> **YOUR TASK**
Search each line of the data for the word "Carvalho"; copy every line where it is found.

═══ EXERCISE DATA ═══

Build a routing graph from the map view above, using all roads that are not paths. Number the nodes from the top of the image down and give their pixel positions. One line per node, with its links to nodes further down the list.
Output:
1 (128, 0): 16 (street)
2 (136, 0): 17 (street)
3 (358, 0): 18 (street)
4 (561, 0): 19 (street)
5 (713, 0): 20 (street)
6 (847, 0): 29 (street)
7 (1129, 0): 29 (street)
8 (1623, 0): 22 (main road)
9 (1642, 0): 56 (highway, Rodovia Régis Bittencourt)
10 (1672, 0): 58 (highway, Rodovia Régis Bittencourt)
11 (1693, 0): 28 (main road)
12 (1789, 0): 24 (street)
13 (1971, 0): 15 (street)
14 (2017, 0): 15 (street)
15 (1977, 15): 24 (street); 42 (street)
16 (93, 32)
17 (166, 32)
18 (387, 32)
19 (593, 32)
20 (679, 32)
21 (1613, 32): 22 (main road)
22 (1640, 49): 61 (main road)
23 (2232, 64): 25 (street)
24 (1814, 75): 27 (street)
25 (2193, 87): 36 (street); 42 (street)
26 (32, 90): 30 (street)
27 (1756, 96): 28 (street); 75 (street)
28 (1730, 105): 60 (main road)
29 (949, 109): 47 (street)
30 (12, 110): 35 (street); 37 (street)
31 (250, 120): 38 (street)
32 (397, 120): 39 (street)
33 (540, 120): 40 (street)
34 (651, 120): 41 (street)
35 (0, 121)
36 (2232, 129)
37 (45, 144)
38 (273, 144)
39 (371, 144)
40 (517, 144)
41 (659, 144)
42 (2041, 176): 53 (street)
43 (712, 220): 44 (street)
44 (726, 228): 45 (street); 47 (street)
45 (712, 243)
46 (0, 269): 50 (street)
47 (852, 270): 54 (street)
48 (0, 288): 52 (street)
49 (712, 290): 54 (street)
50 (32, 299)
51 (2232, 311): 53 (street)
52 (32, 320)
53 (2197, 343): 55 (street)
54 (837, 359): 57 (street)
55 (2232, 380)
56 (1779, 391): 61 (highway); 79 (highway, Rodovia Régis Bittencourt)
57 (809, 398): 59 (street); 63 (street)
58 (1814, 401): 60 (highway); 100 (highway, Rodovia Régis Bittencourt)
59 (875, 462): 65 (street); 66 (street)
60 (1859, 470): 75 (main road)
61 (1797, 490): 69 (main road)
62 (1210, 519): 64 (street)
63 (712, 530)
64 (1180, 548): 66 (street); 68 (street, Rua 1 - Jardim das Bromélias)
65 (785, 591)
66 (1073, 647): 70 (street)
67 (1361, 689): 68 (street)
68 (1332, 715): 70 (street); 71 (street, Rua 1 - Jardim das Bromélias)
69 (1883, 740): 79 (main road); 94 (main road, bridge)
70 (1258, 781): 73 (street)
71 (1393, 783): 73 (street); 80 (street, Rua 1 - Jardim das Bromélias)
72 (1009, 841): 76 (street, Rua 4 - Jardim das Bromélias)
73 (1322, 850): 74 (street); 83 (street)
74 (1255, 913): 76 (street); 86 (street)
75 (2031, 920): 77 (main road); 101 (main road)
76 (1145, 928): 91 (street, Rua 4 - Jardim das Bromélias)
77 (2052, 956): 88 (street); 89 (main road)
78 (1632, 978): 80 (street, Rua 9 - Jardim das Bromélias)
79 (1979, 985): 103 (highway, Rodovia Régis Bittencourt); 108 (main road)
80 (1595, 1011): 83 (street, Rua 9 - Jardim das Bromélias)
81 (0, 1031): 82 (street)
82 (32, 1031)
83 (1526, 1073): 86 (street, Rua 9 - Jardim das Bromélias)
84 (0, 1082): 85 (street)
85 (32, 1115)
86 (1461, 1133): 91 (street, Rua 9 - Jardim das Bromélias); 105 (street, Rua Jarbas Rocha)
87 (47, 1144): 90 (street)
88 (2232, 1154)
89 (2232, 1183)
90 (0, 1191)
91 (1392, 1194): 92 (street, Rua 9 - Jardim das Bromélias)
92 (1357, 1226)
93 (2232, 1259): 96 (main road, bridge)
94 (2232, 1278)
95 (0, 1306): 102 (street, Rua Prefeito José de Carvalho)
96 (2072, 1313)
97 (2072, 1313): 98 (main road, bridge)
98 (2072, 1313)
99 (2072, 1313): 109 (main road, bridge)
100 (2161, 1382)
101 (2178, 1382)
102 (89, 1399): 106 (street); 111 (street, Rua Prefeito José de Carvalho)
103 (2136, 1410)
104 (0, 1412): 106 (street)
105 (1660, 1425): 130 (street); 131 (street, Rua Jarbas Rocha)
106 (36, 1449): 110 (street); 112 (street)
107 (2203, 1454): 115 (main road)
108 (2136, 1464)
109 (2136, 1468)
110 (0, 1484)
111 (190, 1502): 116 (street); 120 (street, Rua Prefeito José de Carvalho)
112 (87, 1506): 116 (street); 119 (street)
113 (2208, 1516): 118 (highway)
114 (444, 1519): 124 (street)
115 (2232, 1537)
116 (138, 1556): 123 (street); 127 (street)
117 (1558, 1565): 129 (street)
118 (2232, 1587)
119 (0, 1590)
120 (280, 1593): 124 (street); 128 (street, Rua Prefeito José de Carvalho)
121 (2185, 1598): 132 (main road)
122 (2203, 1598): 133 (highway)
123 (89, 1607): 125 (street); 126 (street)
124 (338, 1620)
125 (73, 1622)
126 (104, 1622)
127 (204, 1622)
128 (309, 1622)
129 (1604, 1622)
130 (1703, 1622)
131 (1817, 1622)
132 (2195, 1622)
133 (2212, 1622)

═══

> **YOUR RESPONSE**
95 (0, 1306): 102 (street, Rua Prefeito José de Carvalho)
102 (89, 1399): 106 (street); 111 (street, Rua Prefeito José de Carvalho)
111 (190, 1502): 116 (street); 120 (street, Rua Prefeito José de Carvalho)
120 (280, 1593): 124 (street); 128 (street, Rua Prefeito José de Carvalho)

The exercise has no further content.